WORK ITEM: Search the material for the string "Embleton", then return every line where it is found.

SOURCE DATA:
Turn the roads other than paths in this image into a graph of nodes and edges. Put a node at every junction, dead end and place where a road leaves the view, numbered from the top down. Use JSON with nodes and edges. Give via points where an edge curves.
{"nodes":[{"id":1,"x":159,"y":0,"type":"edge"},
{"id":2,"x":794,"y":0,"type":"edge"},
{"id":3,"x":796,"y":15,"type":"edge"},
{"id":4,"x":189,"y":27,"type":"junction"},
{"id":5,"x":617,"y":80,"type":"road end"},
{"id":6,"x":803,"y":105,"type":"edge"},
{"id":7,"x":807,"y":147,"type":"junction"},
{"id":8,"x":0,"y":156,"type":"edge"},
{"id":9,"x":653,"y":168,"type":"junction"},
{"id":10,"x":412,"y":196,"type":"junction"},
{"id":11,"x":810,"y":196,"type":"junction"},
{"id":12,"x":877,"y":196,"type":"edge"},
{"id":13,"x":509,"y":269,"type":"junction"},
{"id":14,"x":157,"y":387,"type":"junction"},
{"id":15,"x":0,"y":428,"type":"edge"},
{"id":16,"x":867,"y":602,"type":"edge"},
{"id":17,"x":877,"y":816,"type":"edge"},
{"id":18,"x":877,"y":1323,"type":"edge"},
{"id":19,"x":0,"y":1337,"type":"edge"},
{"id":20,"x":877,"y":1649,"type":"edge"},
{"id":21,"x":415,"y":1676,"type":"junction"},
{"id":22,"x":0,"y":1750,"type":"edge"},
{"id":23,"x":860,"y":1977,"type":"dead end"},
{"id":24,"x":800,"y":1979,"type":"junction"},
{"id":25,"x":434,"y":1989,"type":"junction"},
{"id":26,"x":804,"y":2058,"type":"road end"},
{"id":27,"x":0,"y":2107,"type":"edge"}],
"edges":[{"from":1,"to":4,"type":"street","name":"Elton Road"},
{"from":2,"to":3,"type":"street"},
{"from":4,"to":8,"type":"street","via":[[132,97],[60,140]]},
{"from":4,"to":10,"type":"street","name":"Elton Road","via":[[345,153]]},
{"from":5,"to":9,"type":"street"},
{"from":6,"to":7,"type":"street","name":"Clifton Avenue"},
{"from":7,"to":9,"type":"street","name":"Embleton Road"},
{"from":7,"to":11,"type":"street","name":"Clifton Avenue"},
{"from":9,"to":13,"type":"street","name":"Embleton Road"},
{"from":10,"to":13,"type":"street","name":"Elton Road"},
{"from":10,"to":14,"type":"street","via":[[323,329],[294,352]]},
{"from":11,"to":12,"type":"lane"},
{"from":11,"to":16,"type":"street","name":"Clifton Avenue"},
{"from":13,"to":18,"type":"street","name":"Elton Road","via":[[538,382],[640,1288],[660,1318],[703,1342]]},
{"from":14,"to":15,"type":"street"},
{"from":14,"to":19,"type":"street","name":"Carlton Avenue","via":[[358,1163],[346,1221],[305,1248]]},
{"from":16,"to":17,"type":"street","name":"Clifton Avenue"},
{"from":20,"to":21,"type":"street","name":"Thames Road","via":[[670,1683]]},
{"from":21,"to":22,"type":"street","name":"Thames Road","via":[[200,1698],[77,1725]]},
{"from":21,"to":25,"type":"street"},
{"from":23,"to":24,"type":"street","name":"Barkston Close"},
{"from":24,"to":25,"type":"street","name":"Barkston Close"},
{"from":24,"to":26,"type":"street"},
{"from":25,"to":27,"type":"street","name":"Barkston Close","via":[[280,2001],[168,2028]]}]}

ANSWER SECTION:
{"from":7,"to":9,"type":"street","name":"Embleton Road"},
{"from":9,"to":13,"type":"street","name":"Embleton Road"},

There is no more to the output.